Re: [PATCH v3 1/1] mtd: cfi_cmdset_0001: Factor out do_write_buffer_locked() to reduce stack frame

From: David Laight

Date: Thu Apr 09 2026 - 07:28:59 EST


On Thu, 9 Apr 2026 09:58:28 +0200
Lukas Wunner <lukas@xxxxxxxxx> wrote:

> On Thu, Apr 09, 2026 at 08:26:11AM +0100, David Laight wrote:
> > On Wed, 8 Apr 2026 23:11:48 +0200 Andy Shevchenko <andriy.shevchenko@xxxxxxxxxxxxxxx> wrote:
> > > Compiler is not happy about used stack frame:
> > >
> > > drivers/mtd/chips/cfi_cmdset_0001.c: In function 'do_write_buffer':
> > > drivers/mtd/chips/cfi_cmdset_0001.c:1887:1: error: the frame size of 1296 bytes is larger than 1280 bytes [-Werror=frame-larger-than=]
> > >
> > > Fix this by factoring out do_write_buffer_locked().
> >
> > Does this just split the large stack frame between two nested functions?
> > I'd also expect the compiler to inline do_write_buffer_locked() so it
> > makes little difference.
> > OTOH I can't immediately see where the large stack frame comes from.
>
> The error occurs for an allmodconfig build on arm, which implies
> CONFIG_KASAN_STACK=y and thus increases stack usage vis-à-vis a
> "regular" build.
>
> Stack usage is high here because of the three "map_word" types,
> which can each be up to 256 unsigned longs (32 * 8), see the
> definitions of MAX_MAP_LONGS, MAX_MAP_BANKWIDTH, map_word in
> include/linux/mtd/map.h.

Ugg - that code is horrid.
Returning structures by value isn't really a good idea.

>
> Possible solutions:
>
> - Disable KASAN entirely for this file:
> https://lore.kernel.org/all/adX3SHYgazijahbG@xxxxxxxxx/
>
> Not always a good option, particularly for stuff like lib/maple_tree.c
> where the same issue exists in mas_wr_spanning_store() and KASAN would
> certainly be good to have for that one.
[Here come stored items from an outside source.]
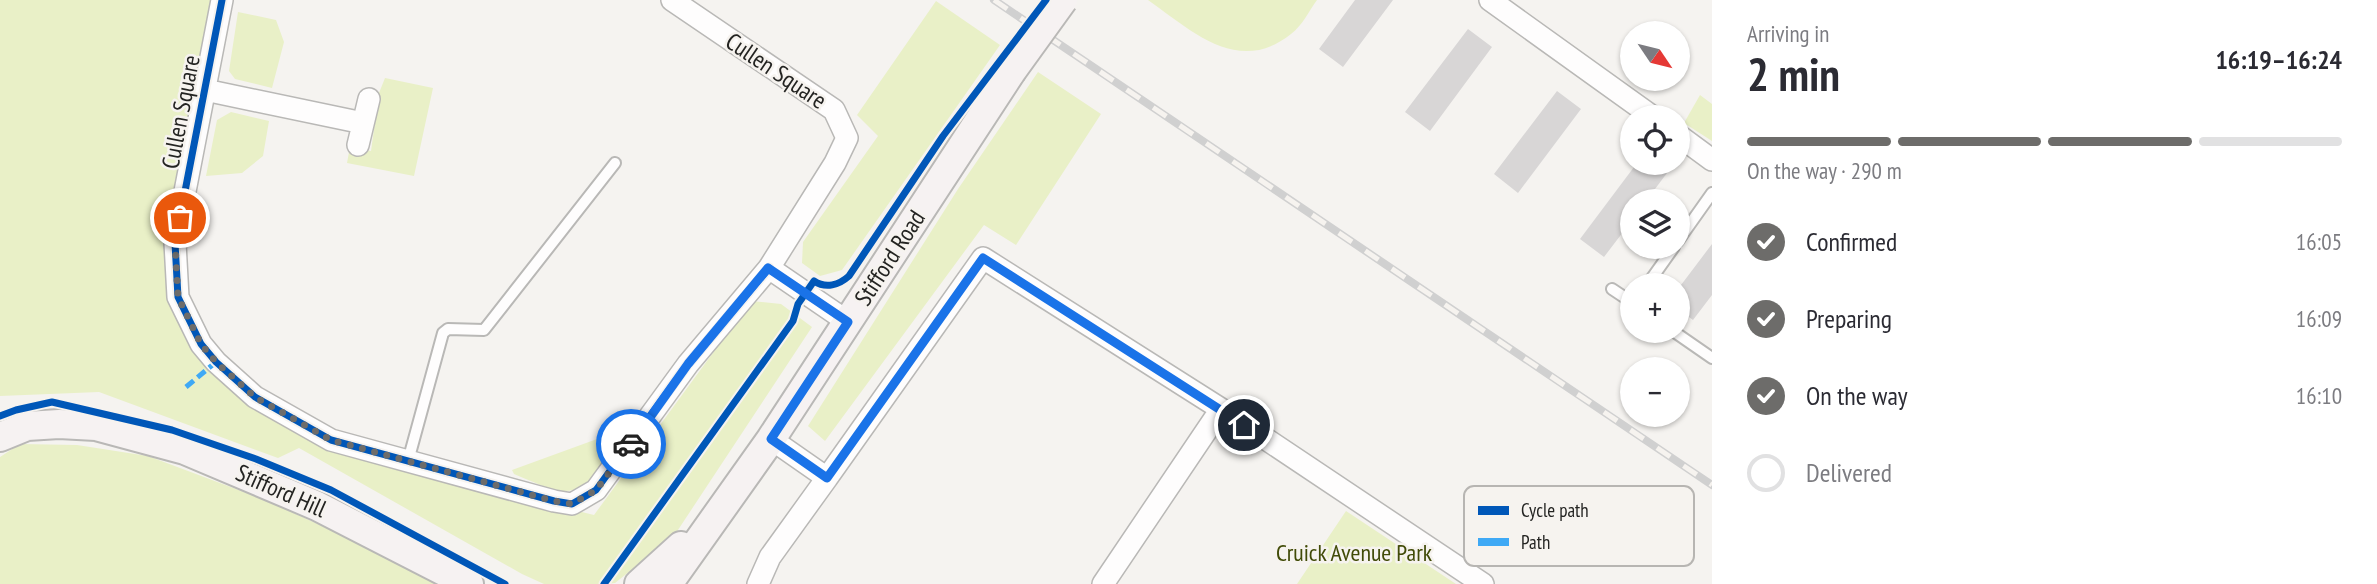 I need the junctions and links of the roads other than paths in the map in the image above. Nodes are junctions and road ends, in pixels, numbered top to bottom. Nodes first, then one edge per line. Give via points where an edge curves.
1 (222, 0) edge
2 (672, 0) edge
3 (1063, 0) edge
4 (1490, 0) edge
5 (205, 89) junction
6 (369, 99) dead end
7 (1636, 105) edge
8 (363, 123) junction
9 (1690, 144) edge
10 (358, 145) dead end
11 (1712, 160) edge
12 (615, 163) dead end
13 (1712, 193) edge
14 (1690, 224) edge
15 (768, 268) junction
16 (1612, 289) dead end
17 (1620, 294) edge
18 (848, 322) junction
19 (1690, 343) edge
20 (1712, 358) edge
21 (1221, 409) junction
22 (0, 437) edge
23 (771, 439) junction
24 (408, 461) junction
25 (827, 478) junction
26 (723, 509) junction
27 (469, 584) edge
28 (639, 584) edge
29 (668, 584) edge
30 (758, 584) edge
31 (1103, 584) edge
32 (1483, 584) edge

1 - 5 street, Cullen Square
2 - 15 street, Cullen Square via 834,110 847,138
3 - 18 main road, Stifford Road, bridge
4 - 7 street
5 - 8 street, Cullen Square
5 - 24 street, Cullen Square via 175,243 178,297 201,344 255,397 331,440
6 - 8 street
8 - 10 street
9 - 11 street
12 - 24 lane via 484,330 449,329 443,333
13 - 14 lane
15 - 18 street
15 - 24 street, Cullen Square via 688,364 596,490 572,504
16 - 17 lane
18 - 23 main road, Stifford Road
19 - 20 lane
21 - 25 street via 983,258
21 - 31 street
21 - 32 street
22 - 27 main road, Stifford Hill via 27,426 96,426 185,450 317,506
23 - 25 street
23 - 26 main road, Stifford Road
25 - 30 street via 770,557
26 - 28 main road
26 - 29 main road, Stifford Road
I've peeked at that at least once.
Some big functions get inlined; IIRC one small function is basically:
if (expr) a(args) else b(args);
and marking both a and b noinline would help a lot.

>
> - Use heap instead of stack.
>
> - Split function in smaller chunks and mark them "noinline".

That might make the code easier to read as well.

But looking at it, I think that a small amount of refactoring
(mostly moving the initial 'status' check before the command
is written) would mean that only one 'map_word' would be valid
at any one time.

I didn't look at what was really happening though.
I suspect it is similar to some code I've written for accessing serial
EEPROM where the control data is written one bit at a time, but the
data itself is read/written in 4 bit chunks (although the low-level hardware
did multiple 'nibble' accesses for wider transfers).
In any case it surely can't be necessary to have a 256+ byte structure
to hold the 8-bit command/status values.
(In my case the 8 bits got 'spread' across a 32bit word and written
(to the fgpa - helped because I was writing that end as well) as a single word.)

David

>
> Thanks,
>
> Lukas
>